╭─ Records provided
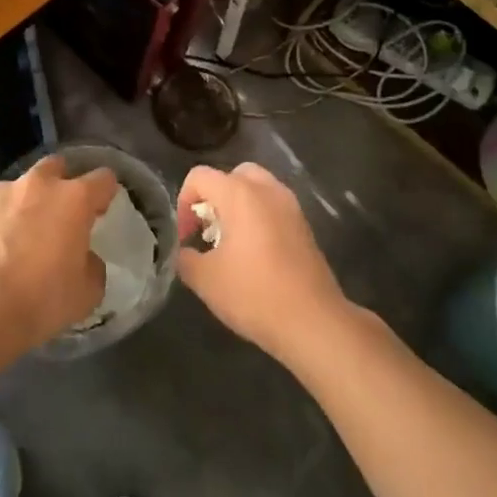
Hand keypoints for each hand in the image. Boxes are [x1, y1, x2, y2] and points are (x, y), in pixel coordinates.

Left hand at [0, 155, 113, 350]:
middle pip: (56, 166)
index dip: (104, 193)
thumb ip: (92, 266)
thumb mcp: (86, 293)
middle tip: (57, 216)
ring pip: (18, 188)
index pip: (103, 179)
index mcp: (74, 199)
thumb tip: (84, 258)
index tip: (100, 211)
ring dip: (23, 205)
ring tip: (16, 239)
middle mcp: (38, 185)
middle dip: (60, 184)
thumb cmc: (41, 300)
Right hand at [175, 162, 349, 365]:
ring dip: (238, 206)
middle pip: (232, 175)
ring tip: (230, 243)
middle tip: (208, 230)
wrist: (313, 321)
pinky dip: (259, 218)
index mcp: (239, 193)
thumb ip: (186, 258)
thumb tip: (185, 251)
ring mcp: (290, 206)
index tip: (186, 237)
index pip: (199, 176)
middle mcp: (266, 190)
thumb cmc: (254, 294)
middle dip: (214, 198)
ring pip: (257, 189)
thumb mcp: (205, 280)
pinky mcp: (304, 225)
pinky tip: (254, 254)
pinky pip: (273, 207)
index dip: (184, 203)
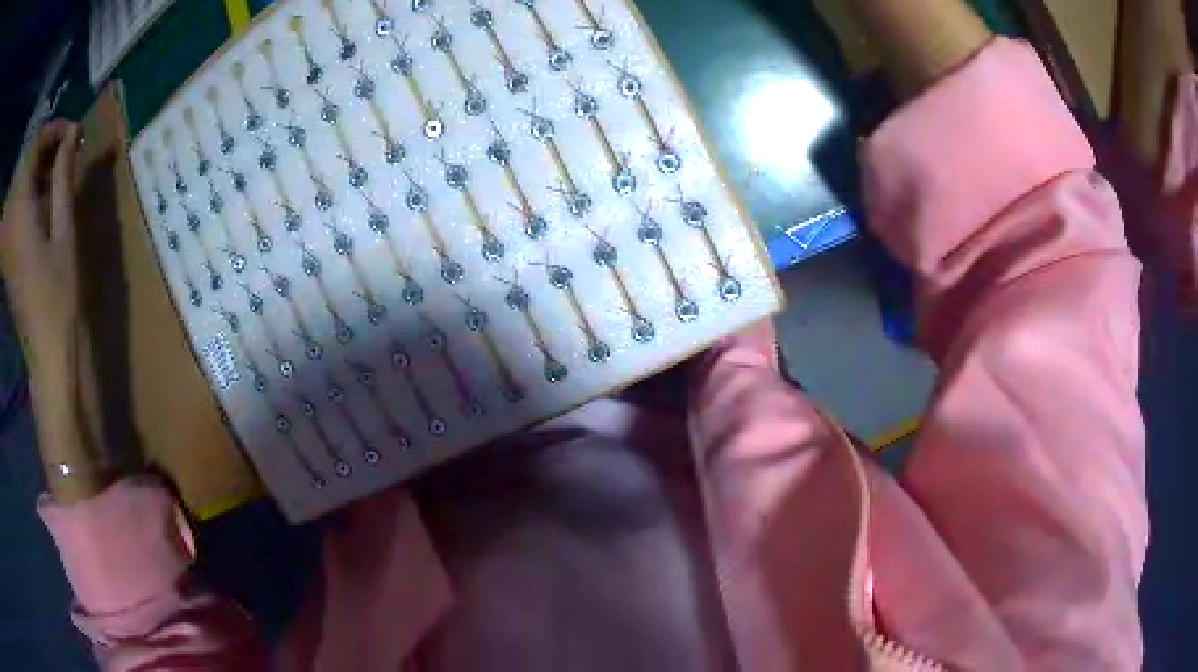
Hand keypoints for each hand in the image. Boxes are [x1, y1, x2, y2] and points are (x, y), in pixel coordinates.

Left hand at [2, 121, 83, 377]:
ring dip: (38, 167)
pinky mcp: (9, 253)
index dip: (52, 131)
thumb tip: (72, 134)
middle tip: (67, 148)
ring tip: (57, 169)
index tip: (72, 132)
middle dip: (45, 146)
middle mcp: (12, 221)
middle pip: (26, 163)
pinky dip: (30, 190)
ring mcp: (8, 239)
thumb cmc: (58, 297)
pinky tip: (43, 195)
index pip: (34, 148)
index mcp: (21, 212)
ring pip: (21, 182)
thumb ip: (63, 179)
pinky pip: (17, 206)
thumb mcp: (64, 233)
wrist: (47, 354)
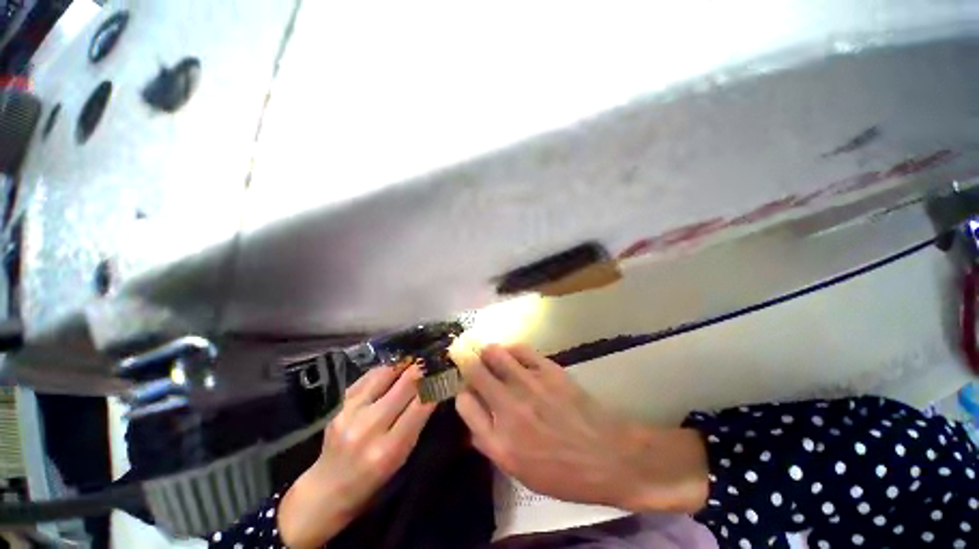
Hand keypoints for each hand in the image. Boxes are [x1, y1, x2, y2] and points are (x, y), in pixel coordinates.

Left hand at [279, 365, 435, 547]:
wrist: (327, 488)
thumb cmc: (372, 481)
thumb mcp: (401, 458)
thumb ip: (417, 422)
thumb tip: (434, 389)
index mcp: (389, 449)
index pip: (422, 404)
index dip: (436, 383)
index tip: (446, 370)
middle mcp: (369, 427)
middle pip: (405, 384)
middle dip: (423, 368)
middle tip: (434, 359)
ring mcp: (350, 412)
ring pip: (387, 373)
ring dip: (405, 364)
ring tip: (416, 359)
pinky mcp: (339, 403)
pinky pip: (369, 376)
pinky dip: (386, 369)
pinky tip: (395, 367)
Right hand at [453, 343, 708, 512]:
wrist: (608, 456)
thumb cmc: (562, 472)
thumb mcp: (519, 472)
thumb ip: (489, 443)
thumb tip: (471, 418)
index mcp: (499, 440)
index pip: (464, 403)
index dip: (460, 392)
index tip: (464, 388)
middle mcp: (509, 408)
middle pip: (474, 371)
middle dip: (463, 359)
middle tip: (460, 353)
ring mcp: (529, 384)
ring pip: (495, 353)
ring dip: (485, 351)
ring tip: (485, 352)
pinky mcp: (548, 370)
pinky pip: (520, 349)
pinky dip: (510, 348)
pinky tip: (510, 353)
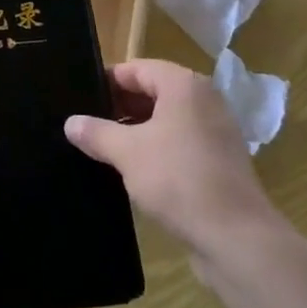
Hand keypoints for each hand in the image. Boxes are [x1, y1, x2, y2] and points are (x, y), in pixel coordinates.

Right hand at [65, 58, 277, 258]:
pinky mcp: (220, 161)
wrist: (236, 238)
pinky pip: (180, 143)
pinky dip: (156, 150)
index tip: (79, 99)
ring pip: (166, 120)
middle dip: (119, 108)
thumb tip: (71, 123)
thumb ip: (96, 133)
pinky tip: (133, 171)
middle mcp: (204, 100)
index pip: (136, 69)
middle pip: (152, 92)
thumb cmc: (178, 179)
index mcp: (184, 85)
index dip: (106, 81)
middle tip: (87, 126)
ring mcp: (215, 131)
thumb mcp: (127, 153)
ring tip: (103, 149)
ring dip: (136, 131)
╰─
Your task —
Search the listing for the word "Left", and copy every line in which it is found.

Result —
Left hand at [0, 155, 113, 350]:
Left hand at [2, 121, 83, 377]:
Left hand at [279, 365, 435, 547]:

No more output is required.